━━━━━ Dataset content ━━━━━

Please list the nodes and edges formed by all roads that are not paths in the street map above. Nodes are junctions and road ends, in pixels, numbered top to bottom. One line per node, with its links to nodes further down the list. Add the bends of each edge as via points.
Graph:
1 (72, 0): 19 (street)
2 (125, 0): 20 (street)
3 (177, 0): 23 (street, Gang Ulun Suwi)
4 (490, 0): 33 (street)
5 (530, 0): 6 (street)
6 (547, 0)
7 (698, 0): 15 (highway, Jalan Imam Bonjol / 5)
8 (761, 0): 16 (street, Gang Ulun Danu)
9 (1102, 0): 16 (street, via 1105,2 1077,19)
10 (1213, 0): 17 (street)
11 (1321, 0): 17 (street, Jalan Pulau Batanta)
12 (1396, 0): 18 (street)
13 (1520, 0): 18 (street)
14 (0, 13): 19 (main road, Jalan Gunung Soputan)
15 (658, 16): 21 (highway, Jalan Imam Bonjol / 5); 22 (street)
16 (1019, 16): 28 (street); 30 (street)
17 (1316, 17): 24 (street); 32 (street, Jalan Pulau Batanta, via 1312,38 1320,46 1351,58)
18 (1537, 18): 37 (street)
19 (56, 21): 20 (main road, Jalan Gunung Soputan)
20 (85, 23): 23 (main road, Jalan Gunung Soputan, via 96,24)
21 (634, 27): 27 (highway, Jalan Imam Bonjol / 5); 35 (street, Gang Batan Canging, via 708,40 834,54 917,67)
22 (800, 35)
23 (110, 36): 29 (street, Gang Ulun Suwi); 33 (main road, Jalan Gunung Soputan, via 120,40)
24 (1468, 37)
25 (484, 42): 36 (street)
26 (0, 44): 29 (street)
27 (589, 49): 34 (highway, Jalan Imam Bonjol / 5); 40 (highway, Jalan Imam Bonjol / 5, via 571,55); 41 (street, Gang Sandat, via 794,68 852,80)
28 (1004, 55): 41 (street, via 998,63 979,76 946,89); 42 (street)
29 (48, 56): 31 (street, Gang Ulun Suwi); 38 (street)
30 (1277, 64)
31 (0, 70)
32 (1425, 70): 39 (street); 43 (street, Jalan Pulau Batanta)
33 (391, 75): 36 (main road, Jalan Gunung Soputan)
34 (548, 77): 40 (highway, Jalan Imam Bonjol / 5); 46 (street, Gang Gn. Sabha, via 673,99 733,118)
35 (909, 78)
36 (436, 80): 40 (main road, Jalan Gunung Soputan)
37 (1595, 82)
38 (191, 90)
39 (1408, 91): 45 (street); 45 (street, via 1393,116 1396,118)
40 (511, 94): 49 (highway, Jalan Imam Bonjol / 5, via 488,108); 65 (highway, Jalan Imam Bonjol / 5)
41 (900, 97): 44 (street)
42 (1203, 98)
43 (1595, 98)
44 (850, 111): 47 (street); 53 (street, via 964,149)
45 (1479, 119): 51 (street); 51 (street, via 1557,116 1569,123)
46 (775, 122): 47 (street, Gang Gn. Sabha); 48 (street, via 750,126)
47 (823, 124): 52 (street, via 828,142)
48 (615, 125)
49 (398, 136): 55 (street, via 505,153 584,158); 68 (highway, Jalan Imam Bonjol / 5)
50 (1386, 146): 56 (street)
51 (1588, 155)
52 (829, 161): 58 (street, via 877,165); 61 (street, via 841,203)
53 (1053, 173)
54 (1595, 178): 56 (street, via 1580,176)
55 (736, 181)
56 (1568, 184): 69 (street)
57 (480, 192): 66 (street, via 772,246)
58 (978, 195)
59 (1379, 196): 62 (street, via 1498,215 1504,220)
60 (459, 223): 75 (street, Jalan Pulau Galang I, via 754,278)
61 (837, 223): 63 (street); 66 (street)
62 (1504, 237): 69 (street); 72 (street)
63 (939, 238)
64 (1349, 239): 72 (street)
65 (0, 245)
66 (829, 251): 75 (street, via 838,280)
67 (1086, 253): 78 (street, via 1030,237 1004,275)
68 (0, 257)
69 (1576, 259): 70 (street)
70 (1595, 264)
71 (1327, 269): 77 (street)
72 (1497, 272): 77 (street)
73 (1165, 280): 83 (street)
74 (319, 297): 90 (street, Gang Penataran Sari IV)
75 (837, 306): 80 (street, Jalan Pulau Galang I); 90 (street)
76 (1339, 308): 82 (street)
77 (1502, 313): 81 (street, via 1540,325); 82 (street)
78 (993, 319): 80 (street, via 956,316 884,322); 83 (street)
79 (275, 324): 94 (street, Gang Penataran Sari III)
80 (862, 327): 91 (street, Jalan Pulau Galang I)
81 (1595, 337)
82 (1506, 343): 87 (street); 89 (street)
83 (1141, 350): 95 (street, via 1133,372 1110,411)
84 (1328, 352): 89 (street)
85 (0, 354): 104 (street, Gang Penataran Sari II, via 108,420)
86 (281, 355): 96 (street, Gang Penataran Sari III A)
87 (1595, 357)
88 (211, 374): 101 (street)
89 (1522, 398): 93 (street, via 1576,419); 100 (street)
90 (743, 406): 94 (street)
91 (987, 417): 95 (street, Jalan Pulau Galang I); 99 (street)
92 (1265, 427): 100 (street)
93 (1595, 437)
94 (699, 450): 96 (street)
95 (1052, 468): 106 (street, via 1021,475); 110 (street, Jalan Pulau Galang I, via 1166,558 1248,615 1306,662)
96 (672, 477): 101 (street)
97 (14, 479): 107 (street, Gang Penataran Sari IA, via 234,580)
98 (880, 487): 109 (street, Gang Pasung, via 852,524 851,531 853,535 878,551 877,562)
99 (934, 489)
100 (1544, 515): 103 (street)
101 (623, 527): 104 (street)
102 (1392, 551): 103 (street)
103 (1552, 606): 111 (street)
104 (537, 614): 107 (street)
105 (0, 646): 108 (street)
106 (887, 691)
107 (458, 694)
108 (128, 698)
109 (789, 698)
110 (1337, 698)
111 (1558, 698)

━━━━━

→ **Exercise**:
Among the lines above, return each one holding the string "Sari".

→ **Answer box**:
74 (319, 297): 90 (street, Gang Penataran Sari IV)
79 (275, 324): 94 (street, Gang Penataran Sari III)
85 (0, 354): 104 (street, Gang Penataran Sari II, via 108,420)
86 (281, 355): 96 (street, Gang Penataran Sari III A)
97 (14, 479): 107 (street, Gang Penataran Sari IA, via 234,580)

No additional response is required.